Dispute over KR Precision rights issue
October 4, 2000
MINORITY shareholders, led by Andy Delaney, yesterday threatened to take legal action against computer-parts manufacturer KR Precision Plc over allegations that the management might try to "walk away with the store".
This follows KR Precision's notification to the Stock Exchange of Thailand yesterday that it plans to make a rights issue of 253.63 million shares to raise the company's capital to Bt3.72 billion. The total proceeds will be about Bt1.01 billion, based on a rights issue of Bt4 a share.
Yesterday KR Precision, following a temporary halt in morning trading, was traded at about Bt8.6 a share. In March this year the company's stocks were traded at about Bt25 a share.
Delaney, a consultant who claims to hold about 250,000 shares in KR Precision, said he suspected that the massive recapitalisation might be part of an attempt by management to try to buy the company back at a cheap price before attempting to delist it or relist it on the US Nasdaq market.
However, the management of KR Precision, led by CEO Jime Steger and CFO Jake Vigoda, categorically denied the charges, saying that the two-to-one rights issue representeds a big step in the company's attempt to make new investments to upgrade its equipment.
They said the company would use the proceeds from the recapitalisation to purchase new equipment and upgrade its manufacturing facility in Wang Noi, Ayutthaya province.
"It's a significant move to upgrade our capacity, and we're excited about it," said Vigoda. He added that the company, which was still trying to turn its profits around, wais aiming for quarterly growth of 10 per cent.
Its major customers are Seagate and Quantum, making it vulnerable to sales fluctuations, according to an analyst. Seagate alone buys about 90 per cent of KR Precision's total sales, the analyst said.
A few months ago KR Precision completed its restructuring of syndicated loans of about US$38 million (Bt1.6 billion). Under the deal, Prudential Asset Management Asia agreed to inject $24.5 million into the company in return for a 40-per-cent stake.
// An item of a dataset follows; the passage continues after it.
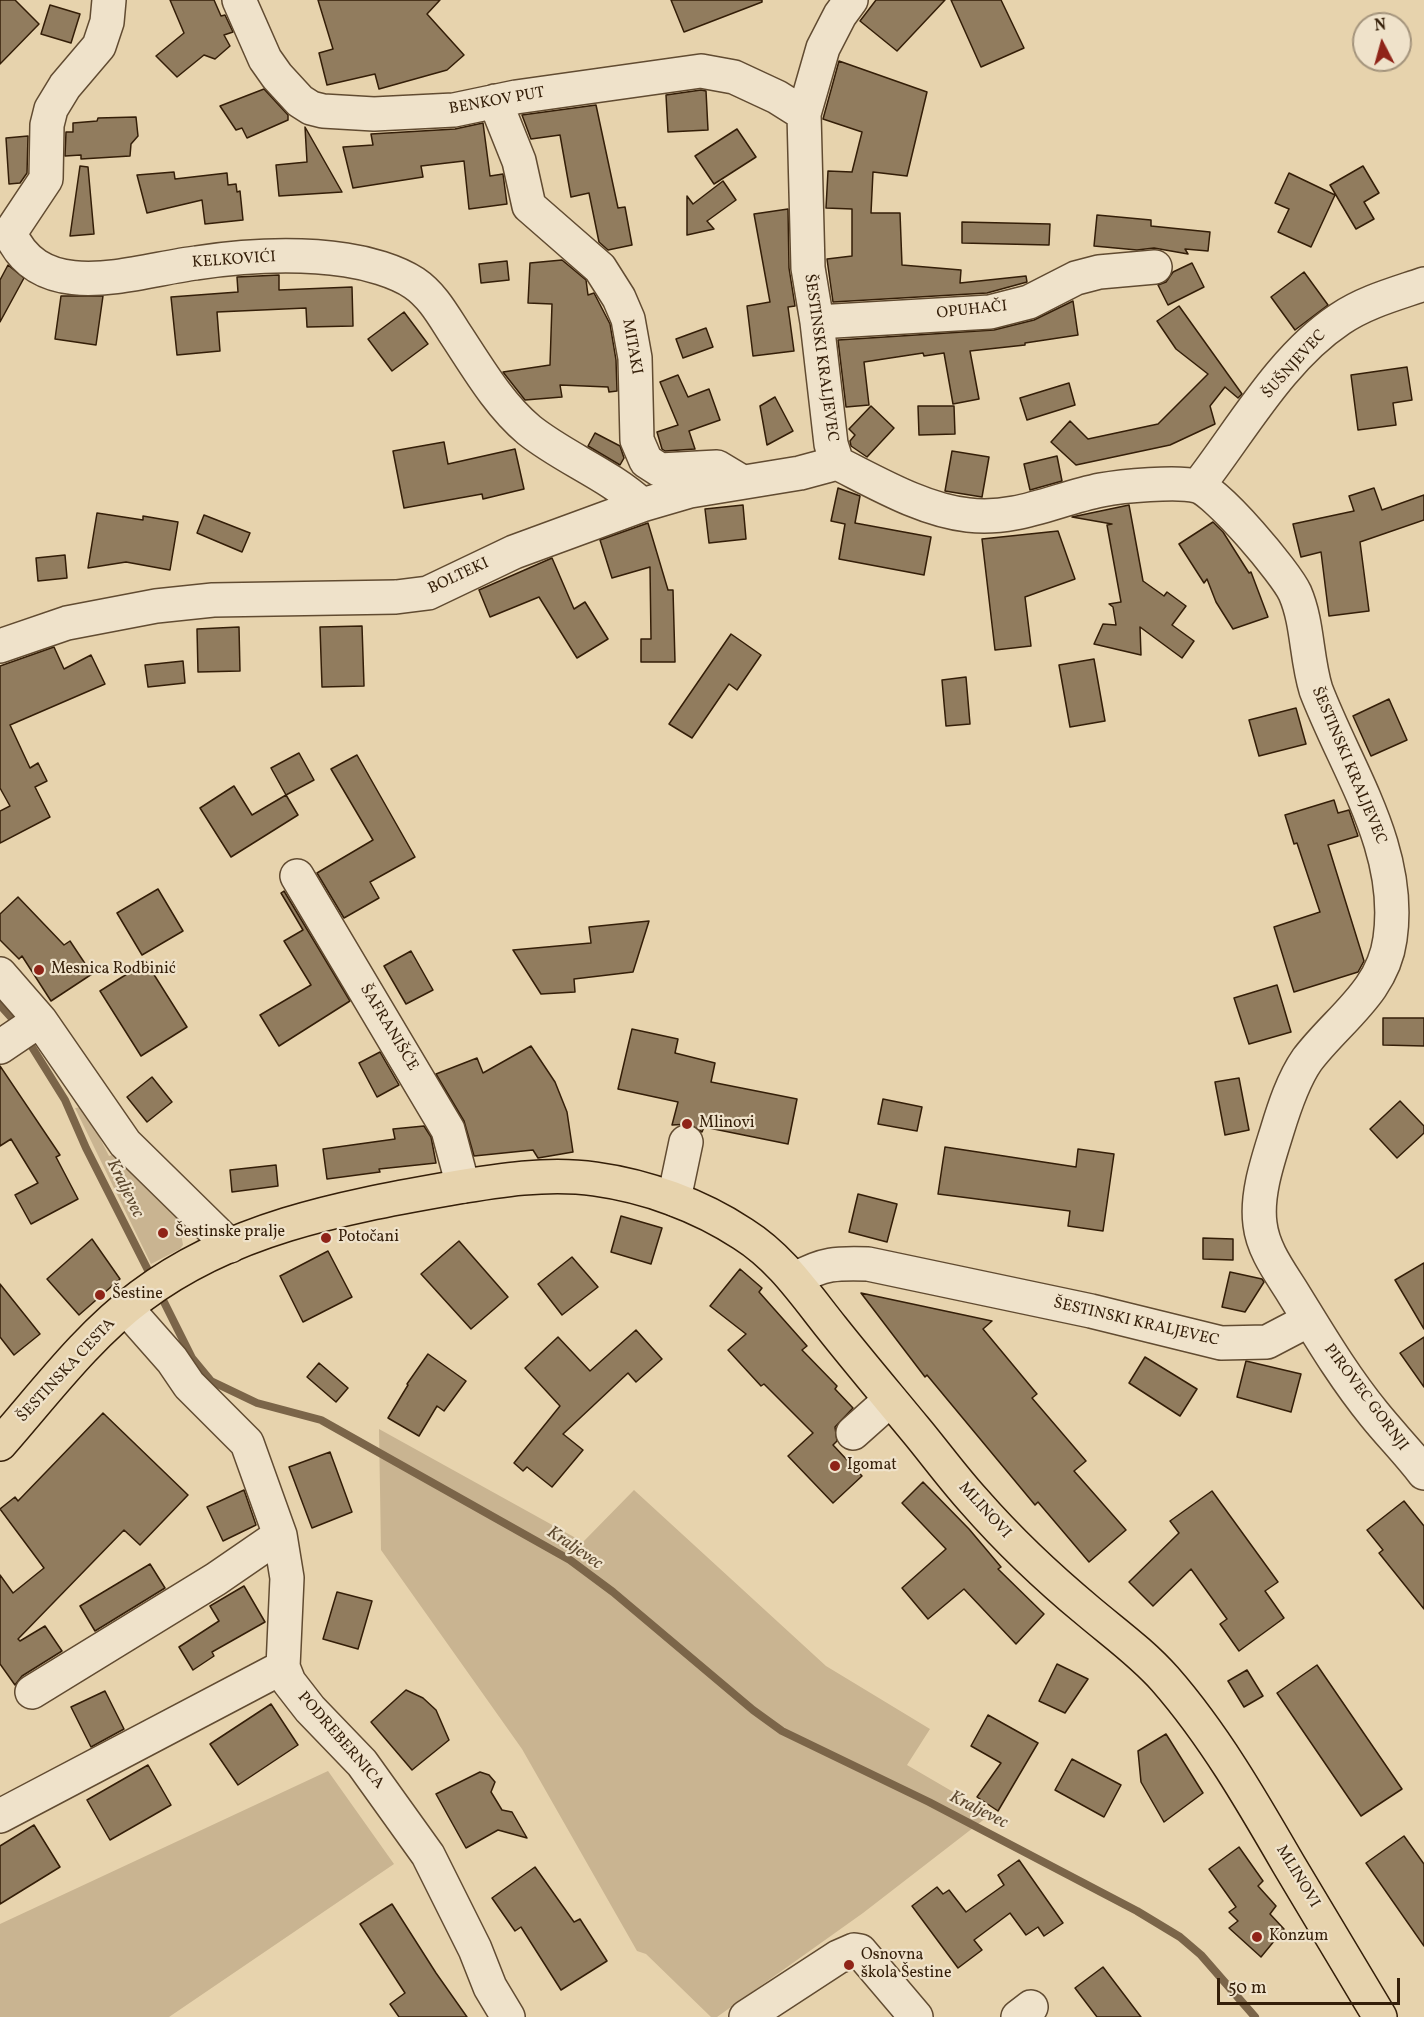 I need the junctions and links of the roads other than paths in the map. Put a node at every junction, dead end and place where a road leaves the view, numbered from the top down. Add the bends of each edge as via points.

KR Precision used the entire amount to pay off its syndication loan at a sharp discount, putting it in a debt-free situation.
Delaney said the company did not need new capital; rather it needed a new strategic partner to carry it forward. Since small investors have already lost money from the stock's tumbling, the massive recapitalisation will not only cost them more, it will also dilute the value of their stocks, he added.
He and other shareholders will bring the case to the attention of the Stock Exchange of Thailand and the Securities and Exchange Commission, he said.
Vigoda said Prudential Asset Management had supported this recapitalisation plan and was willing to subscribe to any leftover stocks from the rights issue.
The subscription period for the rights issue is Nov 27 to Dec 1 for a total of 236.40 million stocks. Another 17.22 million stocks will be reserved for warrant exercise. One warrant can be converted to one common stock for not less than Bt4.
KR Precision said it would hold a shareholders' meeting on Nov 6 to approve the capital-increase plan. Its share-registration book will be closed on Oct 17.